Detailed Financial Analysis
BCE’s consolidated financial results showed positive momentum across key metrics, with particularly strong free cash flow growth of 20.6% year-over-year to $1.003 billion. Capital expenditures decreased by 6.6% to $891 million, consistent with the company’s planned spending reduction for 2025.
The following chart details BCE’s consolidated financial performance:

The company’s Canadian Communication & Technology Services (CTS) segment saw a slight 0.6% decline in both revenue and adjusted EBITDA compared to Q3 2024. However, total internet revenue increased by approximately 2%, and the segment maintained a strong adjusted EBITDA margin of 46.8%, up 10 basis points year-over-year.

The newly formed U.S. CTS segment, which includes Ziply Fiber operations from the August 1 acquisition date, contributed $160 million in revenue and $71 million in adjusted EBITDA, achieving a 44.4% margin. The segment added 4,700 retail internet subscribers, including 9,000 FTTP net additions.

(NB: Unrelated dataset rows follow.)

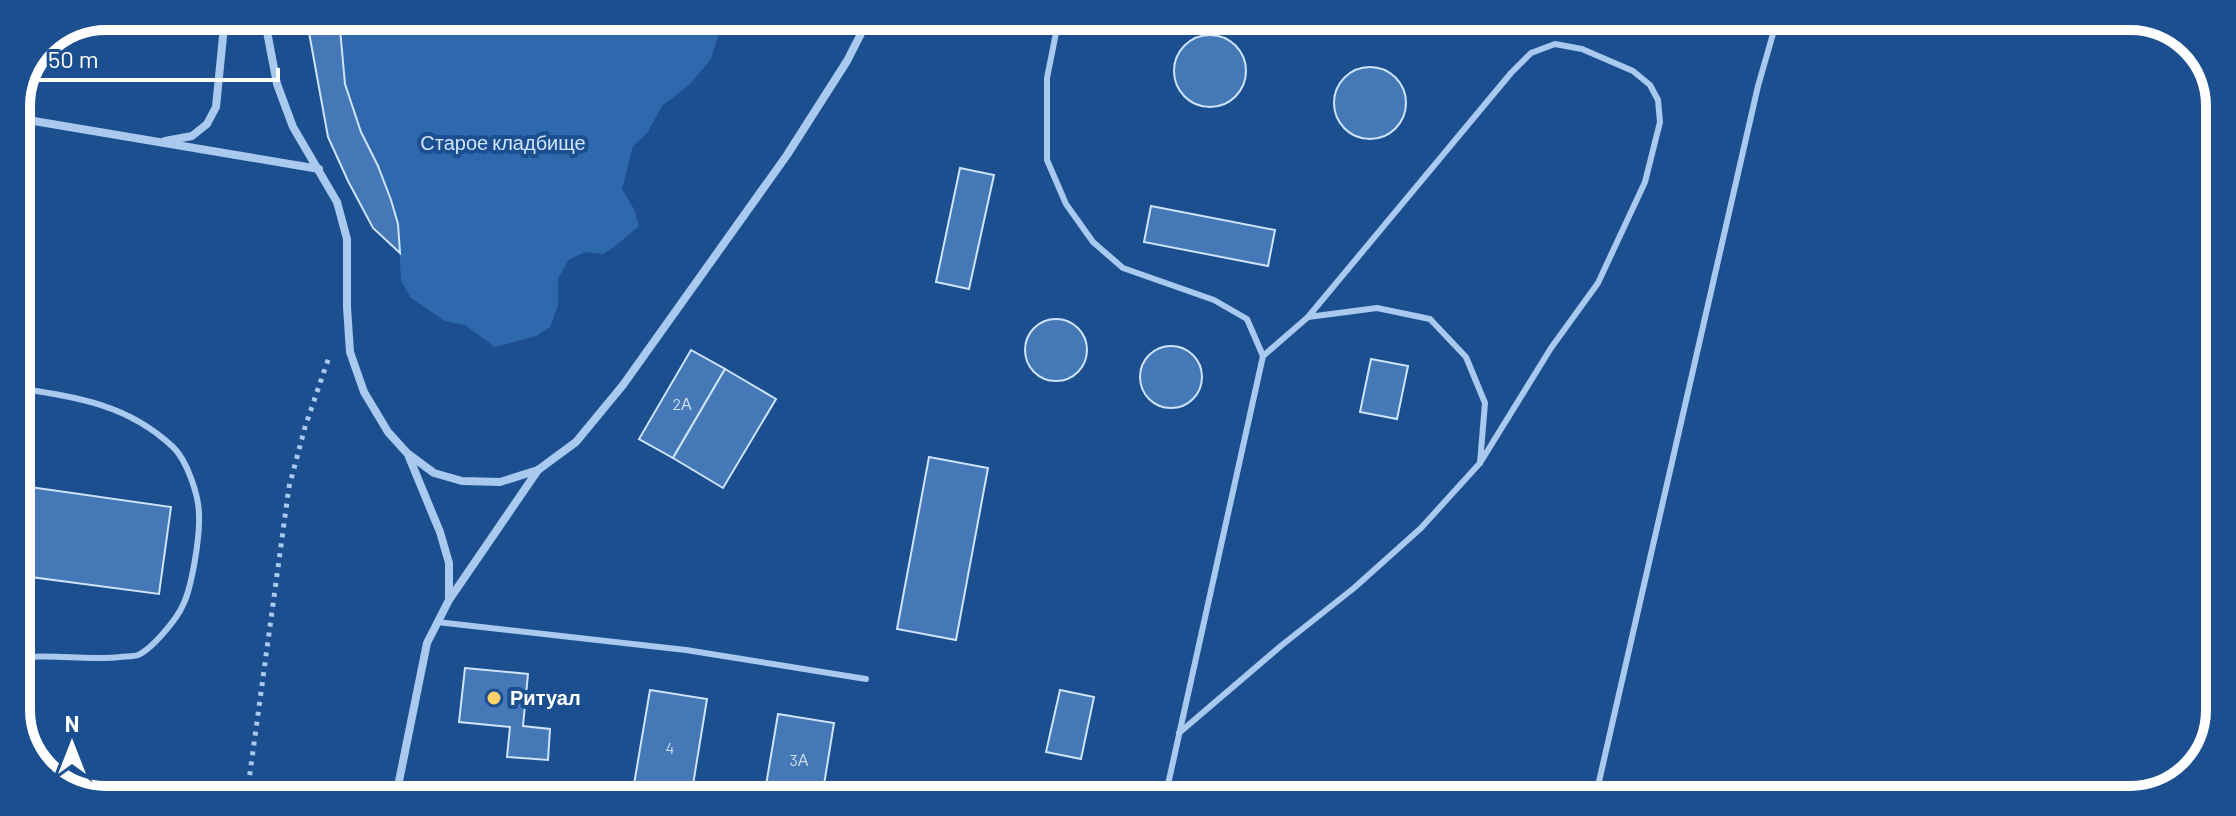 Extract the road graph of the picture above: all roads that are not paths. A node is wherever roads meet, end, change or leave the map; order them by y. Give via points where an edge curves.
1 (224, 30) edge
2 (267, 30) edge
3 (863, 30) edge
4 (1057, 30) edge
5 (1774, 30) edge
6 (30, 120) edge
7 (160, 142) junction
8 (319, 169) junction
9 (1308, 317) junction
10 (1263, 356) junction
11 (30, 391) edge
12 (407, 453) junction
13 (1480, 463) junction
14 (538, 470) junction
15 (449, 600) junction
16 (437, 622) junction
17 (30, 656) edge
18 (866, 679) dead end
19 (1179, 733) junction
20 (398, 786) edge
21 (1168, 786) edge
22 (1598, 786) edge

1 - 7 street via 216,107 207,124 192,136
2 - 8 street via 277,84 293,127
3 - 14 street via 787,155 623,385 576,442
4 - 10 lane via 1047,78 1047,160 1066,204 1093,242 1123,268 1214,300 1247,319
5 - 22 lane
6 - 7 street
7 - 8 street
8 - 12 street via 337,202 347,239 350,352 364,392
9 - 10 lane
9 - 13 lane via 1377,308 1430,319 1466,357 1485,403
9 - 13 lane via 1531,53 1555,44 1582,49 1633,71 1650,85 1660,122 1645,182 1598,283
10 - 19 lane
11 - 17 lane via 115,409 148,425 177,450 191,477 199,514 183,606 159,639 138,655
12 - 14 street via 434,473 462,481 500,482
12 - 15 street via 449,563
13 - 19 lane via 1421,528
14 - 15 street
15 - 16 street
16 - 18 lane via 686,650
16 - 20 street via 427,643
19 - 21 lane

Bell Media faced challenges with revenue declining 6.4% to $732 million and adjusted EBITDA falling 6.7% to $237 million year-over-year. Despite these headwinds, the company stated it remains on track to deliver positive revenue and adjusted EBITDA growth for the full fiscal year 2025.

BCE’s balance sheet showed available liquidity of $3.6 billion, including $460 million in cash as of September 30, 2025. The company’s net debt leverage ratio stood at approximately 3.8x, reflecting the impact of both the MLSE sale and Ziply Fiber acquisition. BCE noted that the MLSE net sale proceeds of approximately $4.2 billion were used toward the total cash financing requirement of approximately $5 billion for the Ziply Fiber acquisition.

Forward-Looking Statements
BCE reconfirmed all of its 2025 financial guidance targets, which were updated on August 7, 2025. The company expects revenue and adjusted EBITDA growth of 0% to 2%, capital intensity of approximately 15%, adjusted EPS growth of -13% to -10%, and free cash flow growth of 6% to 11%. The company also maintained its annualized common share dividend at $1.75.

CEO Mirko Bibic expressed optimism about BCE’s transformation during the earnings call, stating, "It is an exciting time here as we have reset Bell." He emphasized the company’s strategic positioning in the AI sector, noting, "Canada is having its AI moment, and it will be distinctly sovereign," and highlighting BCE’s unique AI solutions by stating, "We are one of one."
Looking ahead, BCE aims to achieve $1.5 billion in AI-powered solutions by 2028 and targets a leverage ratio of 3.5x by 2027. The company also plans to accelerate Ziply Fiber’s expansion in 2026, with the potential to reach a significant number of combined Ziply Fiber-Network FiberCo locations over the long term.
While BCE faces ongoing challenges from economic uncertainties, regulatory changes, and intense competition in wireless and fiber markets, its strategic initiatives and partnerships position the company to navigate these headwinds while pursuing long-term growth opportunities.